O dia 21 de fevereiro marcará, para sempre, o ultrapassar de uma nova fronteira na sociedade portuguesa. Ao aprovar na generalidade a despenalização da eutanásia, a Assembleia da República afirmou que a proteção da vida biológica não é um dever absoluto e que o Estado pode permitir a morte aos seus cidadãos, pela primeira vez, por vontade própria e em circunstâncias muito específicas. Os projetos de lei do PS, BE, PAN, PEV e IL baixaram agora à 1.ª Comissão, onde serão coligidos e depois submetidos a votação global. Após este percurso, têm ainda de passar no crivo de Belém, onde tudo está ainda em aberto.

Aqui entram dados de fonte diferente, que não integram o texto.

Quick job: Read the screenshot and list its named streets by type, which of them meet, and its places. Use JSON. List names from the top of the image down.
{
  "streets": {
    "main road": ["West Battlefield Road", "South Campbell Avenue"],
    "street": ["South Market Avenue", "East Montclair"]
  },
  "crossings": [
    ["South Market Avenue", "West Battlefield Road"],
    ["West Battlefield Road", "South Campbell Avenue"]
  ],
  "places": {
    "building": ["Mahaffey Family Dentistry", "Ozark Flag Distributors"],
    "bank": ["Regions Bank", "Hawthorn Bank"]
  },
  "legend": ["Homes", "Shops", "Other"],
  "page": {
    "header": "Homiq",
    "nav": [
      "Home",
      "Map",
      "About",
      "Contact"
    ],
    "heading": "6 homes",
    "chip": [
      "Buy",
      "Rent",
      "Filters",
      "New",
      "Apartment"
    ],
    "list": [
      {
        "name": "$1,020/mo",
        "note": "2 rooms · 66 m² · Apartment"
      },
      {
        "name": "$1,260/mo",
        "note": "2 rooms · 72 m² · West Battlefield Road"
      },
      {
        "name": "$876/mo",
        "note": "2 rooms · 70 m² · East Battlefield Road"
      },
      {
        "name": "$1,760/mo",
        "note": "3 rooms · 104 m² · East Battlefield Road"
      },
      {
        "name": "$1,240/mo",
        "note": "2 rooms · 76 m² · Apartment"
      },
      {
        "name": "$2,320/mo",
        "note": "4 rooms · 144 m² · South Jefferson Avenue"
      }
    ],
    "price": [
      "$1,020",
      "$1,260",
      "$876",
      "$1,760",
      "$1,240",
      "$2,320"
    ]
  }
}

Se o destino legislativo do diploma é ainda uma incerteza, ainda mais o é no campo ético. O intenso debate verificado nas últimas duas semanas, e na última legislatura, não permitiu acalmar as dúvidas fraturantes sobre esta temática, permanecendo a sociedade bastante polarizada. E se é verdade que esta divisão é verdade para a maioria das pessoas, este tema constitui um desafio superior para os médicos e estudantes de medicina, muitos deles futuros médicos.

Se nada se alterar, por vontade do legislador, caberá aos médicos o planeamento e execução do ato da eutanásia. Esta é uma decisão que atribui aos clínicos uma responsabilidade colossal – dado que têm de definir os limites da vida humana e se os aceitam nos mesmos termos que os seus doentes – e, também, injusta, porque muitos nunca a pediram. Muitos recusaram-na mesmo.

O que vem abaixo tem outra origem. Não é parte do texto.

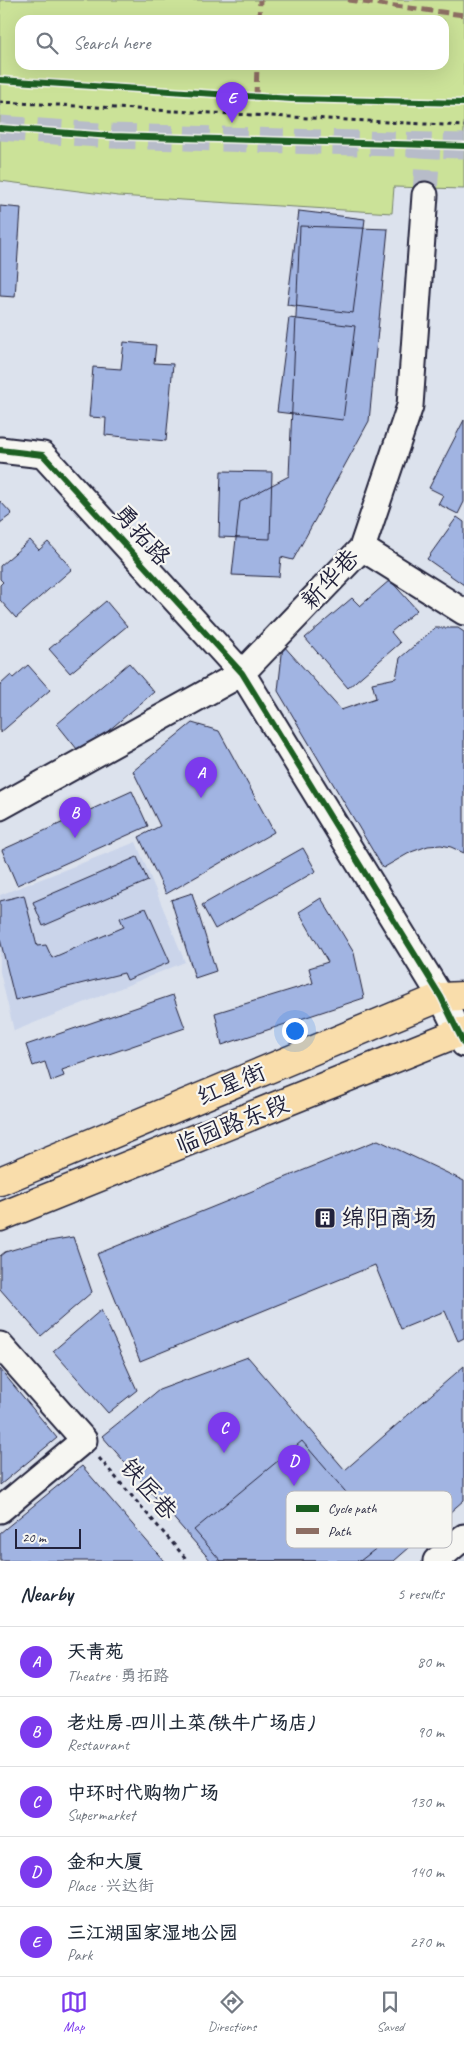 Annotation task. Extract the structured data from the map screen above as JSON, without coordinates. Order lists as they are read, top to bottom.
{
  "streets": {
    "main road": ["红星街", "临园路东段"],
    "street": ["勇拓路", "新华巷"],
    "path": ["铁匠巷"]
  },
  "crossings": [
    ["勇拓路", "新华巷"],
    ["勇拓路", "红星街"],
    ["勇拓路", "临园路东段"]
  ],
  "places": {
    "building": ["绵阳商场"]
  },
  "legend": ["Cycle path", "Path"],
  "scale_bar": "20 m",
  "page": {
    "search": "Search here",
    "pins": [
      "E",
      "A",
      "B",
      "C",
      "D"
    ],
    "scale": "20 m",
    "heading": ["Nearby", "5 results"],
    "list": [
      {
        "mark": "A",
        "name": "天青苑",
        "note": "Theatre · 勇拓路",
        "value": "80 m"
      },
      {
        "mark": "B",
        "name": "老灶房-四川土菜(铁牛广场店)",
        "note": "Restaurant",
        "value": "90 m"
      },
      {
        "mark": "C",
        "name": "中环时代购物广场",
        "note": "Supermarket",
        "value": "130 m"
      },
      {
        "mark": "D",
        "name": "金和大厦",
        "note": "Place · 兴达街",
        "value": "140 m"
      },
      {
        "mark": "E",
        "name": "三江湖国家湿地公园",
        "note": "Park",
        "value": "270 m"
      }
    ],
    "nav": ["Map", "Directions", "Saved"]
  }
}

No início da sua carreira, todos os médicos fazem um juramento. Erradamente designado de juramento de Hipócrates, a sua formulação foi adotada em Genebra pela Associação Médica Mundial em 1948 e revista em 2017, e afirma que será respeitada “a autonomia e dignidade do doente, [mantendo-se] o máximo respeito pela vida humana”. Pode então a eutanásia violar os princípios máximos da prática da medicina? A resposta é tudo menos clara. Para respondermos com propriedade precisamos de esclarecer o que se entende por “máximo respeito” e “vida humana”, conceitos amplamente abordado neste debate.

A Constituição atesta a inviolabilidade da vida humana, pelo que a Assembleia da República, ao aprovar os projetos-lei dos demais partidos, separou claramente o conceito de vida humana do conceito de meramente estar vivo. Se aceitarmos esta separação, somos também forçados a aceitá-la na formulação de Genebra. Quer então isto dizer, por hipótese, que se um médico não se declarar objetor de consciência, não estará a violar o juramento que fez no início de carreira. Naturalmente, caso se declare o problema não se aplica.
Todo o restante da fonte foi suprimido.